Dr Athanasios Dimitriou

Founder | Consultant | Principal Scientist

20 years in timber & materials innovation — helping businesses and universities deliver high-impact, real-world R&D. From hands-on timber manufacturing to academic research, and from Agile leadership to innovation strategy, I’ve spent two decades helping teams turn complex science into results that matter...

My Journey:

I began my career in 2005 with a BSc in Wood Science and Furniture Design and Technology at the Technical Educational Institute of Larissa in Greece— a degree that uniquely merged material science with product development. From day one, I was trained to look at the full system: how design decisions depend on the physical behavior of materials, and how innovation happens when we stop thinking in silos. I became a materials scientist with a designer’s mindset — and that way of thinking has guided every step since.

In Greece, I worked part-time as a quality control technician at the University while supporting small timber manufacturing companies. I was hands-on with testing, production, and technical problem-solving — learning how timber behaves, how to improve its performance, and what matters to industry on the shop floor.

Driven by a desire to go deeper into research, I moved to the UK to complete a PhD in Wood Science at Bangor University. There, I specialized in wood polymer composites, surface modification, and adhesion optimization — building a strong foundation in biomaterials and lab-scale innovation.

After completing my doctorate, I took on a series of research roles at Bangor’s BioComposites Centre, where I led and contributed to EU- and UK-funded projects focused on sustainable materials, bio-based innovation, and circular construction.
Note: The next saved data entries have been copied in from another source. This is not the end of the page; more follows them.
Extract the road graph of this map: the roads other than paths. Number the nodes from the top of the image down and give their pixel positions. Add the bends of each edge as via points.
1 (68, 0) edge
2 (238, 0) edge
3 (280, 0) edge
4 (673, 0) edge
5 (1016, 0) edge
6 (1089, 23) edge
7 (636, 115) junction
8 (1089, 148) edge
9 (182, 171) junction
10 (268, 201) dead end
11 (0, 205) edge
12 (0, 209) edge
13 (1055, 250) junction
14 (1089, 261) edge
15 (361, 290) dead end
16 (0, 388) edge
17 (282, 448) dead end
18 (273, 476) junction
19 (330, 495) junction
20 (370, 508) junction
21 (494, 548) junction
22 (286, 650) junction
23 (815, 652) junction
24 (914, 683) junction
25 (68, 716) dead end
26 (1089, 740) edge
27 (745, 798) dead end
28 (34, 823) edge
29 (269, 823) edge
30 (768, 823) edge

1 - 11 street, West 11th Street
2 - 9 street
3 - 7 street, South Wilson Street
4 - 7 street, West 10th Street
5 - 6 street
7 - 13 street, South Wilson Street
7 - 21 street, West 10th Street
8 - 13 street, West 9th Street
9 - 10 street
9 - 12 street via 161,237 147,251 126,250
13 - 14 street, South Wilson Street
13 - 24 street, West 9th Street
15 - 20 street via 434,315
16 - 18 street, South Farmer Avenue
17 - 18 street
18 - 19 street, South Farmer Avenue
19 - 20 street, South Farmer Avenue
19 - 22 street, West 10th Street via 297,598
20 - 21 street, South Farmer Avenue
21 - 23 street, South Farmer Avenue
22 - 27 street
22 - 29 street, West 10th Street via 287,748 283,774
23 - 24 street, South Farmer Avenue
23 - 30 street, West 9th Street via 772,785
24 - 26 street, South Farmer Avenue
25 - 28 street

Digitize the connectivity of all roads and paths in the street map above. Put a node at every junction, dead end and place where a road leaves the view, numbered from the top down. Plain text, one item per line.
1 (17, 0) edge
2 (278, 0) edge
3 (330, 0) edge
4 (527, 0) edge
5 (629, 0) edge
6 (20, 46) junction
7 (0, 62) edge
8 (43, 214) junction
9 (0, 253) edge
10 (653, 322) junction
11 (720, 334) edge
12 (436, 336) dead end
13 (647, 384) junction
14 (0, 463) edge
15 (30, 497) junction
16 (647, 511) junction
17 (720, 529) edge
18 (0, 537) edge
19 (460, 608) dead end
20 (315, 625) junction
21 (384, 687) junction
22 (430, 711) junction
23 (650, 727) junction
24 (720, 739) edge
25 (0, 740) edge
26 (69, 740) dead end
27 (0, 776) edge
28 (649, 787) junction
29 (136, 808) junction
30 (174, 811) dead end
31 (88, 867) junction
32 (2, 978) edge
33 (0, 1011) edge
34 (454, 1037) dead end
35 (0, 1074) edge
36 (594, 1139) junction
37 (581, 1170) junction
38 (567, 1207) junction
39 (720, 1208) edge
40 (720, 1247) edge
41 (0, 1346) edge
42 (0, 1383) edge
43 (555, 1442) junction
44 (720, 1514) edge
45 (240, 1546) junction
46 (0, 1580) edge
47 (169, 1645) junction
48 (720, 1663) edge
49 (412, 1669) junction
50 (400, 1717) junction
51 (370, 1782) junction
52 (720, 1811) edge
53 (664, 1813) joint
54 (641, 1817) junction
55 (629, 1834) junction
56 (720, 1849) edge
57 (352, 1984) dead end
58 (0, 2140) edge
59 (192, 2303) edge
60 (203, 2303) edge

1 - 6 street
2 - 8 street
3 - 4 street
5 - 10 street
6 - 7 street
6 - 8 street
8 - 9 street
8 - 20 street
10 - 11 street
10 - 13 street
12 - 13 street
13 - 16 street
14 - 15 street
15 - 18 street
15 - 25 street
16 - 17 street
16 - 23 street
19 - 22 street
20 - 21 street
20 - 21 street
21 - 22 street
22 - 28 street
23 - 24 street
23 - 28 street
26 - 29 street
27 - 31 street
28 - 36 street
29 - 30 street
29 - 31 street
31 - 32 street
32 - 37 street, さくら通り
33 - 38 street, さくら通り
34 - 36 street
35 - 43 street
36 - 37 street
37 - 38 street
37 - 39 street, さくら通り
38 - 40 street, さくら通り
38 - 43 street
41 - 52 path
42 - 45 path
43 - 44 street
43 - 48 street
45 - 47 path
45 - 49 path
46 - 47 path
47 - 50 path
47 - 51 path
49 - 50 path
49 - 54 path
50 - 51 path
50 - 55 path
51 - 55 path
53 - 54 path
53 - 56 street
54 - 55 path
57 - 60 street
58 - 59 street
These roles deepened my technical knowledge, but also expanded my ability to lead multidisciplinary teams, secure funding, and guide early-stage ideas toward application.
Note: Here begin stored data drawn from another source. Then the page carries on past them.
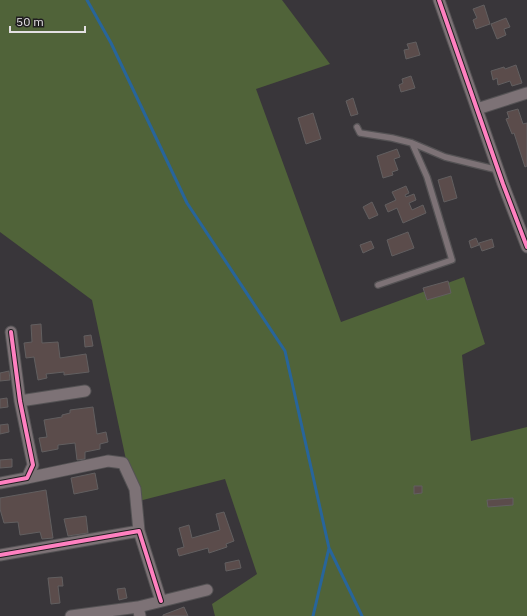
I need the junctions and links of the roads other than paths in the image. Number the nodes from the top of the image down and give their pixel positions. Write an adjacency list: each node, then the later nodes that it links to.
1 (439, 0): 3 (street)
2 (527, 93): 3 (street)
3 (477, 109): 6 (street)
4 (357, 127): 5 (lane)
5 (412, 143): 6 (lane); 8 (lane)
6 (498, 170): 7 (street)
7 (527, 247)
8 (378, 285)
9 (11, 332): 11 (street)
10 (85, 391): 11 (street)
11 (20, 401): 12 (street)
12 (27, 478): 13 (street); 14 (street)
13 (0, 483)
14 (139, 531): 15 (street); 17 (street)
15 (0, 555)
16 (207, 590): 17 (street)
17 (161, 602): 18 (street)
18 (139, 611): 19 (street)
19 (71, 616)

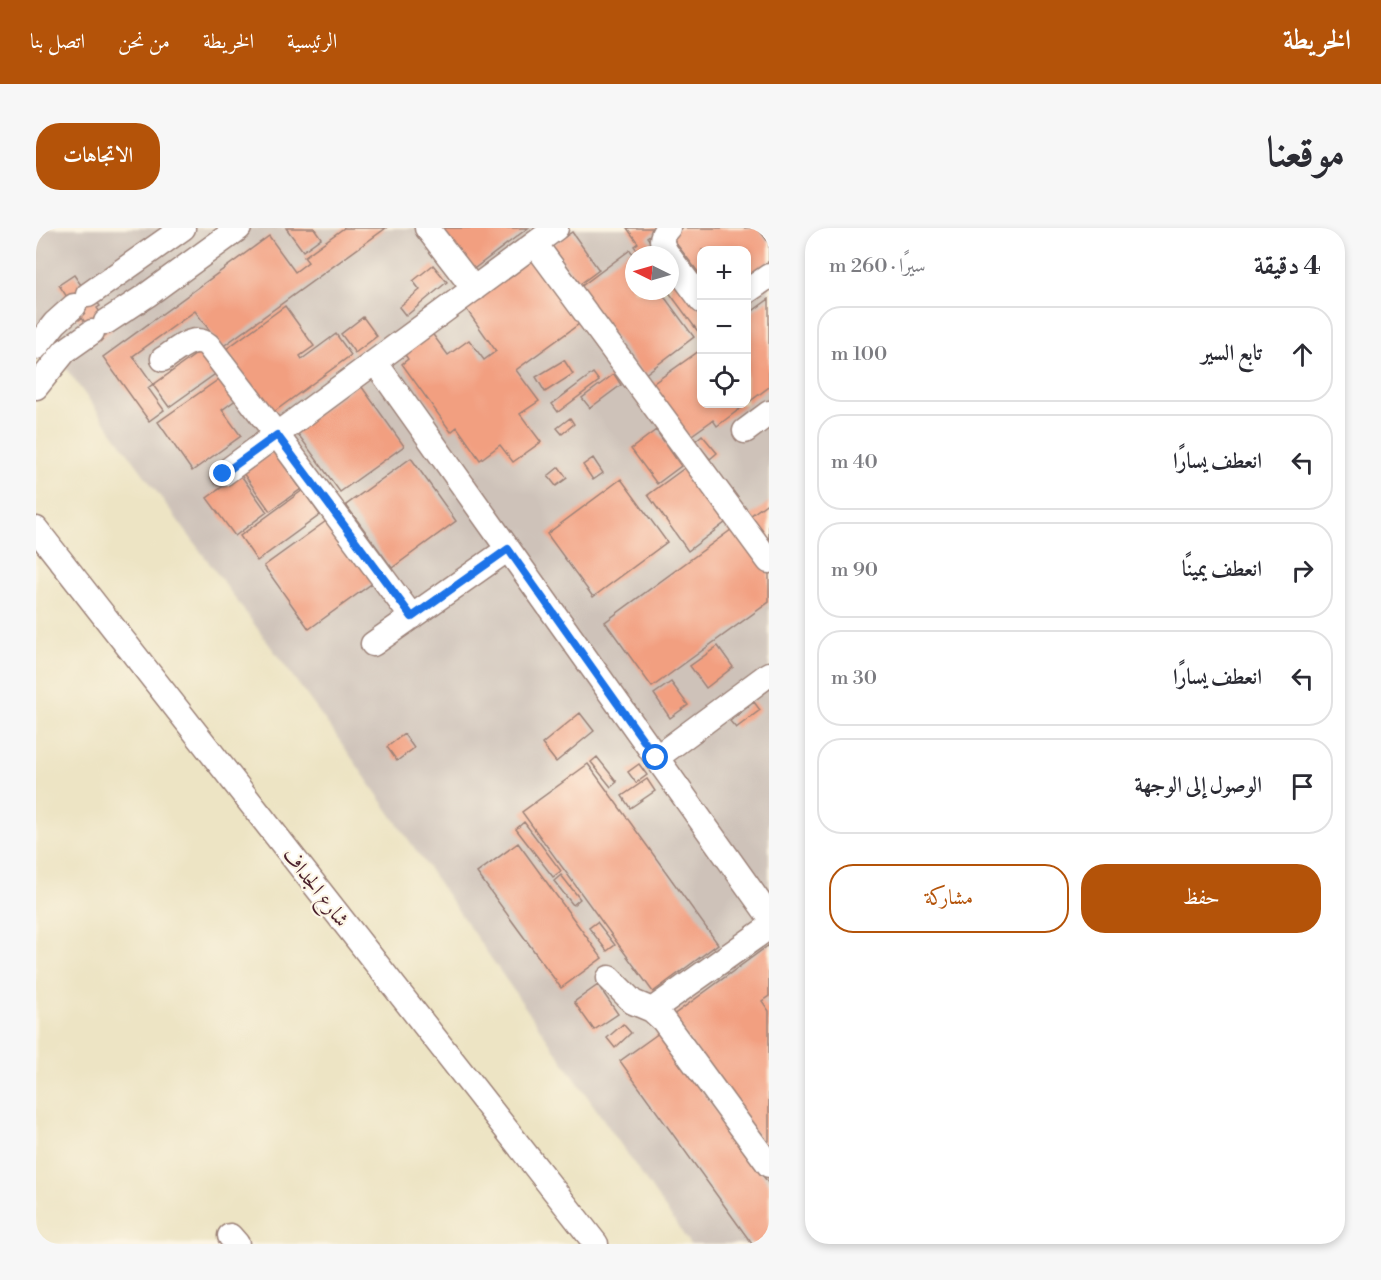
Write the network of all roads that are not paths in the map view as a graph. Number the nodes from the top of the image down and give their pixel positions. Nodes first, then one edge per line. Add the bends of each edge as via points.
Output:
1 (183, 228) edge
2 (239, 228) edge
3 (427, 228) edge
4 (556, 228) edge
5 (668, 228) edge
6 (535, 244) junction
7 (663, 246) edge
8 (679, 270) edge
9 (769, 276) edge
10 (474, 288) junction
11 (751, 289) edge
12 (701, 300) edge
13 (36, 347) edge
14 (163, 359) dead end
15 (375, 362) junction
16 (36, 387) edge
17 (769, 413) edge
18 (745, 431) dead end
19 (277, 435) junction
20 (223, 474) dead end
21 (36, 529) edge
22 (508, 549) junction
23 (769, 561) edge
24 (412, 617) junction
25 (373, 644) dead end
26 (769, 674) edge
27 (656, 758) junction
28 (769, 916) edge
29 (769, 927) edge
30 (609, 978) dead end
31 (652, 1011) junction
32 (769, 1164) edge
33 (596, 1244) edge

1 - 13 street via 81,301
2 - 16 street via 65,351
3 - 10 street
4 - 6 street
5 - 7 street
6 - 10 street
6 - 23 street
8 - 12 street
9 - 11 street
10 - 15 street
14 - 19 street via 191,341 203,341
15 - 19 street
15 - 22 street
17 - 18 street
19 - 20 street
19 - 24 street
21 - 33 street, شارع الجداف
22 - 24 street
22 - 27 street
24 - 25 street
26 - 27 street
27 - 28 street
29 - 31 street
30 - 31 street via 633,1002
31 - 32 street via 663,1020

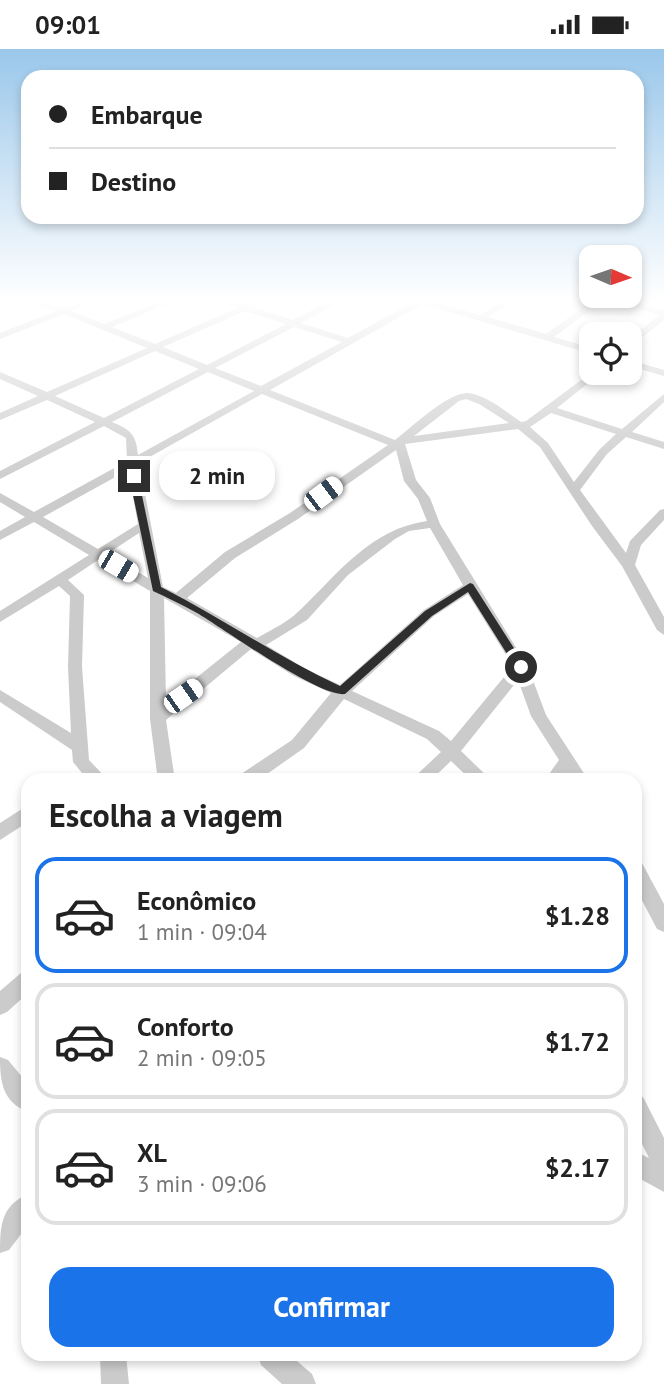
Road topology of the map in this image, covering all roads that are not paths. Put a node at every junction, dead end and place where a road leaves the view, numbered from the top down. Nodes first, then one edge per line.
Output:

Over time, I became increasingly aware of a major gap: while academic research often achieved technical excellence, it rarely reached the market. Projects hit deadlines, papers were published — but the value to end users was often lost along the way.
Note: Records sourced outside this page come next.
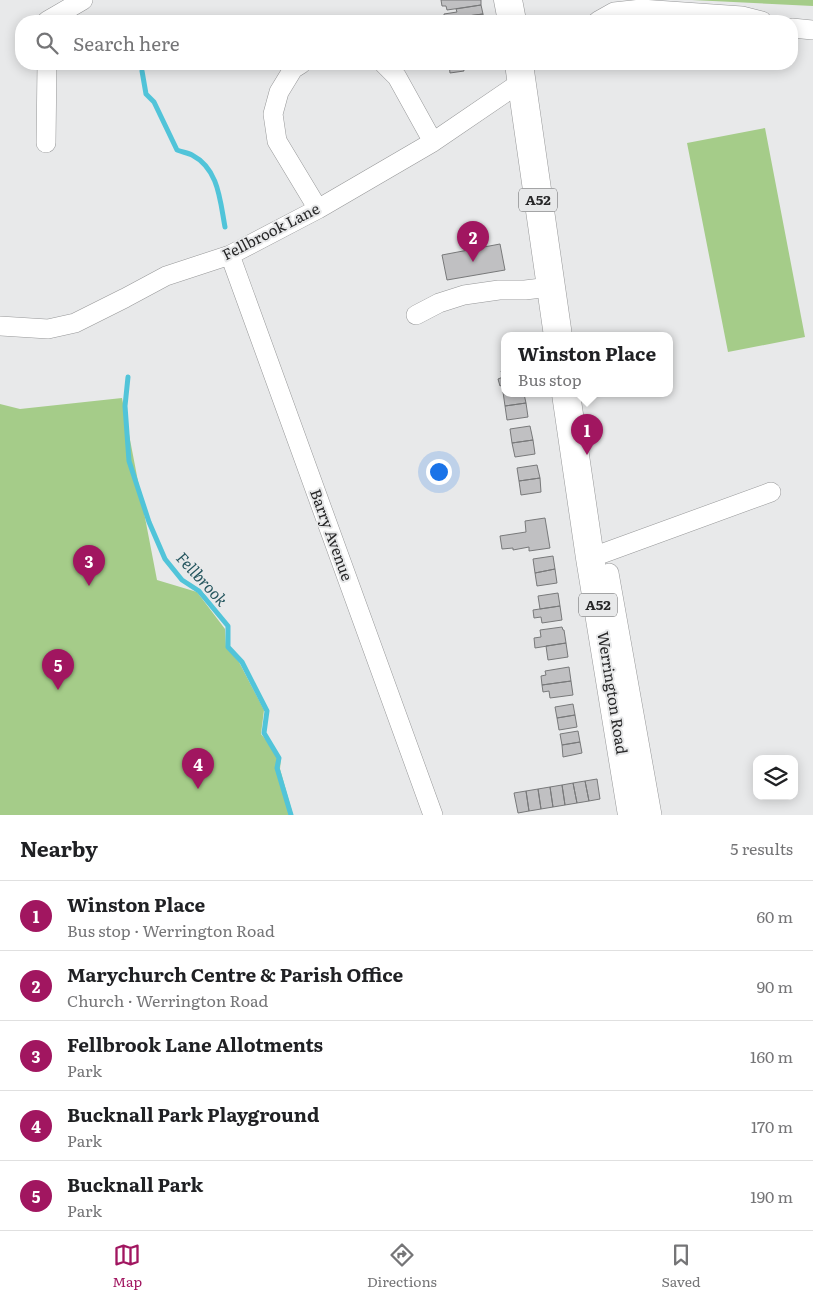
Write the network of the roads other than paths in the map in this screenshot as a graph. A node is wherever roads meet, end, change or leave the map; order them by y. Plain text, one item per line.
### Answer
1 (82, 0) edge
2 (508, 0) edge
3 (57, 15) edge
4 (511, 15) edge
5 (609, 15) edge
6 (728, 15) edge
7 (798, 29) edge
8 (813, 30) edge
9 (47, 70) edge
10 (292, 70) edge
11 (390, 70) edge
12 (518, 70) edge
13 (520, 70) edge
14 (433, 142) junction
15 (46, 143) dead end
16 (318, 209) junction
17 (230, 254) junction
18 (550, 287) junction
19 (416, 315) dead end
20 (0, 326) edge
21 (557, 332) edge
22 (567, 397) edge
23 (771, 492) dead end
24 (600, 565) junction
25 (634, 767) junction
26 (434, 815) edge
27 (632, 815) edge
28 (652, 815) edge

1 - 3 street
2 - 4 highway
5 - 6 street
7 - 8 street
9 - 15 street
10 - 16 street
11 - 14 street
12 - 14 street, Fellbrook Lane
13 - 18 highway, A52
14 - 16 street, Fellbrook Lane
16 - 17 street, Fellbrook Lane
17 - 20 street, Fellbrook Lane
17 - 26 street, Barry Avenue
18 - 19 street
18 - 21 highway, A52
22 - 24 highway, Werrington Road / A52
23 - 24 street
24 - 25 highway, Werrington Road / A52
25 - 27 highway, Werrington Road / A52
25 - 28 street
That’s when I discovered Agile and lean innovation thinking.

It transformed how I saw research: not as a rigid process for generating knowledge, but as a flexible, iterative journey toward real-world outcomes. I started applying these principles in my own projects — building psychologically safe, high-performance teams focused not on ticking boxes, but on delivering value.

That experience, combined with years of cross-sector work, is what inspired me to found Thinktivate: a consultancy that doesn’t just facilitate collaboration between universities and industry — it transforms how research is done, so it works better for everyone involved.